No prejudice, therefore, has been caused to the employer. In my view, therefore, merely because an issue is not framed only on that ground, the case need not be remanded back, particularly, when in this case, the workman’s services were terminated in 1978. Thirty years have passed since then. Under these circumstances, the submission of Shri Cama, learned Senior Counsel that because the said issue of back wages is not framed, the matter should be remanded back, therefore, cannot be accepted. 15. In my view, however, the Labour Court erred in granting full back wages to the workman. It has come on record that the workman was having a badge and rick driving licence since 1976 and he used to drive rickshaw. Therefore, it cannot be said that the workman was not earning any money during this period. The reply given by him in the cross-examination does indicate that his children are studying in a good school which could not have been possible if the workman was not earning.

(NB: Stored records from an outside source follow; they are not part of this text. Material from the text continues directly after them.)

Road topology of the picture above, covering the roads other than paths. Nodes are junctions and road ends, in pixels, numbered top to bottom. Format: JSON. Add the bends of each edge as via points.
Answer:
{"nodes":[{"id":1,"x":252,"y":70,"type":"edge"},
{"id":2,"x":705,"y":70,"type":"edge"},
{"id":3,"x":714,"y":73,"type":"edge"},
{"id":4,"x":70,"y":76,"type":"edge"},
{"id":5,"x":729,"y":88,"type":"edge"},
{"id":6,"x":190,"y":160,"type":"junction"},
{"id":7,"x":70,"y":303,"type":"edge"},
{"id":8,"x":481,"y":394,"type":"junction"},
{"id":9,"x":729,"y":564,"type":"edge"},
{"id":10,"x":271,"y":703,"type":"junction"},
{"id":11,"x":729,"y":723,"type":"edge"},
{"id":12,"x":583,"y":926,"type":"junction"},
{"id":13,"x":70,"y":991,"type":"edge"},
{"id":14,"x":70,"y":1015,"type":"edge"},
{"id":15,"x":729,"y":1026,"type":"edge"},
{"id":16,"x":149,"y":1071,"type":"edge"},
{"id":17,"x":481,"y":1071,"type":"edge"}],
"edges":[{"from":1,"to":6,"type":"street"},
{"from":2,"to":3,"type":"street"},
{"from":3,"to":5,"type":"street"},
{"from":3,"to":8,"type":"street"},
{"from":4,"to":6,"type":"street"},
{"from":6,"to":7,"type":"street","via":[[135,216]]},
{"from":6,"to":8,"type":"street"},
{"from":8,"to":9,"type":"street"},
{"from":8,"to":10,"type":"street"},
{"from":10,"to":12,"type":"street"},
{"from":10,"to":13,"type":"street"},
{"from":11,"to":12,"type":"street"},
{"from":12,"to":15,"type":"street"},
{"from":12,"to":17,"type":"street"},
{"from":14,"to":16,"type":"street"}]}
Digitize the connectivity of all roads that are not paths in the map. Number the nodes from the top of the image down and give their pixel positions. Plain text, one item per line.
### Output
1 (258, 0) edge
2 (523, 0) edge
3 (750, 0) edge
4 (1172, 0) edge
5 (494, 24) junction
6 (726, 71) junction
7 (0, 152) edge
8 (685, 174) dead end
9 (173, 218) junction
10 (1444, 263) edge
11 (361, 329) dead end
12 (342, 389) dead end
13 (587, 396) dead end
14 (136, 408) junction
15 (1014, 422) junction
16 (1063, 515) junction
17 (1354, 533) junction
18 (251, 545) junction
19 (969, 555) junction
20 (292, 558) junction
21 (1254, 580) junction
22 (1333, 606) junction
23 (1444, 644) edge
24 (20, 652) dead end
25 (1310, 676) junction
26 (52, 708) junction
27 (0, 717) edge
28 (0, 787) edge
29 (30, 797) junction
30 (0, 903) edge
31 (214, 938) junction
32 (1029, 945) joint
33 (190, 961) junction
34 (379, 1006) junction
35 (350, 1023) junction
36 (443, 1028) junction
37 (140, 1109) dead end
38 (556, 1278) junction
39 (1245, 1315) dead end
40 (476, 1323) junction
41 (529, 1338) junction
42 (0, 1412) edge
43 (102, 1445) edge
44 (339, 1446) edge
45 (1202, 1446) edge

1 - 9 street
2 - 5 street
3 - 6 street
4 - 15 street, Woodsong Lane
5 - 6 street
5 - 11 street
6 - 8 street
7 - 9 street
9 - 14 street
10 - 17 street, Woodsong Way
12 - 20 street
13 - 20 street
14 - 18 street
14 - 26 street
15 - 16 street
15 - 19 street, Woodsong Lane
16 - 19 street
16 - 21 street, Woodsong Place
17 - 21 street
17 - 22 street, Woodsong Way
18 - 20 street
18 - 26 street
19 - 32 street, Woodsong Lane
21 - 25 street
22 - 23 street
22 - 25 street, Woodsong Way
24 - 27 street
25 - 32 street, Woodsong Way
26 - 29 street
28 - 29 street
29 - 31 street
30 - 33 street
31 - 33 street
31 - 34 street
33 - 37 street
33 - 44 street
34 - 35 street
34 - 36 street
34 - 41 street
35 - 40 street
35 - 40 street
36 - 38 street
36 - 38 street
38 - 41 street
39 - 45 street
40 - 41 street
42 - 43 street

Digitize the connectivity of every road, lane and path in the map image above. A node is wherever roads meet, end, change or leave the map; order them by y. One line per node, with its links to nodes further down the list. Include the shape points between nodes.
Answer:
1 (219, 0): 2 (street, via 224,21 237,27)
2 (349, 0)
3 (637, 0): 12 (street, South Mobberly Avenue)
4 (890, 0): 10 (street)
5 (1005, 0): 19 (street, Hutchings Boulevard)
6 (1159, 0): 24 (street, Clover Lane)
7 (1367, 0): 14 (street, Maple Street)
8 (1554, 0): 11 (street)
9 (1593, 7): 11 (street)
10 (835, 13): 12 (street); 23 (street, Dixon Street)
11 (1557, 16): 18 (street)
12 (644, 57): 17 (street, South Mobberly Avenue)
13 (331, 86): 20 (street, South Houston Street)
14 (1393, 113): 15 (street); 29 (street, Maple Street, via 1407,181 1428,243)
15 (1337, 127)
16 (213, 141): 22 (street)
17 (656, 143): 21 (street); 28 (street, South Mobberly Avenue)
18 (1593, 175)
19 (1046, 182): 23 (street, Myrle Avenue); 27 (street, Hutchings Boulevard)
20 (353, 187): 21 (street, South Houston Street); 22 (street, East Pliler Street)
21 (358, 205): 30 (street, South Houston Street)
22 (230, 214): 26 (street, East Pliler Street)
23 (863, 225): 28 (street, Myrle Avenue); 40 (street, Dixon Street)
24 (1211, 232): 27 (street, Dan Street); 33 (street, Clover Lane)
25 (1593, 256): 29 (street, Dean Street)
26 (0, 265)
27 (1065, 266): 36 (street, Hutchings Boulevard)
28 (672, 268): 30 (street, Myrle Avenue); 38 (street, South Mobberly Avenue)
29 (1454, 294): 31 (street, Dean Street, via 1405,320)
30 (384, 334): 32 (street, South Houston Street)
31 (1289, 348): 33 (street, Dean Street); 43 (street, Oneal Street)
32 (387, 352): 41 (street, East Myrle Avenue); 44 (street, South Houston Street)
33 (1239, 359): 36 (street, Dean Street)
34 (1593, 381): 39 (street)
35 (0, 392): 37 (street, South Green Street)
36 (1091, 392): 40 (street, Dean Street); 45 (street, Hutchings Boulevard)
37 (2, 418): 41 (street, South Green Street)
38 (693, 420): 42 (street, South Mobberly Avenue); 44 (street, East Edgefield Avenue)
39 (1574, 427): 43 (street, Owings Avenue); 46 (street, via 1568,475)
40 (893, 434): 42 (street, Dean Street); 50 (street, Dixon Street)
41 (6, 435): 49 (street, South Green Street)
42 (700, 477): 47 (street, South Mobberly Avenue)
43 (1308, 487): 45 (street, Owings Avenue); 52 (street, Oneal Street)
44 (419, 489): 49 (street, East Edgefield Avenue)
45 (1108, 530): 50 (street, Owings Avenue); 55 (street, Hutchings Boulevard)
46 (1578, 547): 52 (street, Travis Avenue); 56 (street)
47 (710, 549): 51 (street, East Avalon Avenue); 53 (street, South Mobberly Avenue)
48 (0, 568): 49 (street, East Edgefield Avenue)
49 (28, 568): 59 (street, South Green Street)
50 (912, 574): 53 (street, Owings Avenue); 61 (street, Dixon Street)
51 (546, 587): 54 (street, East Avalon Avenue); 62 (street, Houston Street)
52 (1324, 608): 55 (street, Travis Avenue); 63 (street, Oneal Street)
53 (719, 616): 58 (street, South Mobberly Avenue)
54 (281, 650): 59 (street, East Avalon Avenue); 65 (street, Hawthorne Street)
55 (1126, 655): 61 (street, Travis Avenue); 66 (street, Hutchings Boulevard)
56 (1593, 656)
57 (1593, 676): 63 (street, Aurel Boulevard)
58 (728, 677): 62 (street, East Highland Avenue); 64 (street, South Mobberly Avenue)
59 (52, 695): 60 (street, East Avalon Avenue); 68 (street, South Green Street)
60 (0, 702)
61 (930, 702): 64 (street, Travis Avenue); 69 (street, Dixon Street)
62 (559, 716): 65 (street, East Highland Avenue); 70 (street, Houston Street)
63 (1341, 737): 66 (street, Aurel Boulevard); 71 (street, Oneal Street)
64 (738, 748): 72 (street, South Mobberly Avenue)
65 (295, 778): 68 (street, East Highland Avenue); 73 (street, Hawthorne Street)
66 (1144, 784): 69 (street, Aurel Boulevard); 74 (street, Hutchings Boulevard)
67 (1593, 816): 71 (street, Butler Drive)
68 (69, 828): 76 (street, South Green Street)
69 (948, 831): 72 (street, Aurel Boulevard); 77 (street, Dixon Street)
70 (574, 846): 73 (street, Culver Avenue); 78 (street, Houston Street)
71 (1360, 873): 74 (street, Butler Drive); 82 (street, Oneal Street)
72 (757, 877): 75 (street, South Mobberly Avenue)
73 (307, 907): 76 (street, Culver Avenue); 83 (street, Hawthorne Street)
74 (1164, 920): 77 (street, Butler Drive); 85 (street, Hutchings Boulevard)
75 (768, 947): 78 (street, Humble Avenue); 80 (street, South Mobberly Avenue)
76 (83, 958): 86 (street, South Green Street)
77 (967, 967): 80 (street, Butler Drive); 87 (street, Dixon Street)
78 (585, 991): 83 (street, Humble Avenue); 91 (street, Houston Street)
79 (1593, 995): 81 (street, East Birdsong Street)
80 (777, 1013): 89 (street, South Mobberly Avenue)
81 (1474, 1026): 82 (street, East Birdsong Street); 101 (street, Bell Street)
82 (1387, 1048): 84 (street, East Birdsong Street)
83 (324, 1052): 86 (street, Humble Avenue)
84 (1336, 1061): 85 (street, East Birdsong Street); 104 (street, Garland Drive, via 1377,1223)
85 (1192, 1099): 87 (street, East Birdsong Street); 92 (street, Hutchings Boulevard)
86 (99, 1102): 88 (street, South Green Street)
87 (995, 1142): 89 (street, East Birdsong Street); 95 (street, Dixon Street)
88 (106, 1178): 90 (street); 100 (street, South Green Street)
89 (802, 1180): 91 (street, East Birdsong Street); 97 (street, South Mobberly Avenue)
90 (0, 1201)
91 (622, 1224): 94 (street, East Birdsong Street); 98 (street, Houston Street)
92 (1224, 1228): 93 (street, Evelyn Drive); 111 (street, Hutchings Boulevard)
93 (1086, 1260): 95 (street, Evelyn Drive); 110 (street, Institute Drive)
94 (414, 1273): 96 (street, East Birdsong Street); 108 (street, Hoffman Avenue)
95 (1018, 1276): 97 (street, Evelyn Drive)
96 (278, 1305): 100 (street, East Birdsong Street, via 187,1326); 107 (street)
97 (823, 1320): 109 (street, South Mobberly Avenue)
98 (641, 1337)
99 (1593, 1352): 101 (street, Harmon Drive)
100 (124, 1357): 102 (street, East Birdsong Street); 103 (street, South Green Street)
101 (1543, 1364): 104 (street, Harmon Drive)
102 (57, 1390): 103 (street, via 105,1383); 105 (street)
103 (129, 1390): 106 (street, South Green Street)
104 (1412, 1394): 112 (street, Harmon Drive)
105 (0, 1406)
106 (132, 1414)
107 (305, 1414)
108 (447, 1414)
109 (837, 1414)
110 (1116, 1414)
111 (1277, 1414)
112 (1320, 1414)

It, of course, has to be noted that the workman has made specific averment that he was unemployed and reiterated his stand in his evidence. The burden, therefore, was on part of the company to establish that he was gainfully employed. Merely because he was plying an auto rickshaw, could not be that he was gainfully employed. The company has not brought on record any evidence to show that he was working elsewhere after his services were terminated. However, looking at the peculiar facts and circumstances of the case, in my view, ends of justice would be met if the employer is directed to pay lump sum amount to the workman towards full and final settlement of his claim and therefore, instead of directing reinstatement of the workman, the employer should pay a lump sum amount which is quantified at Rupees Eight lakhs. 16. Both the writ petitions are partly allowed in the aforesaid terms. The writ petitions are, accordingly, disposed of. Petitions partly allowed.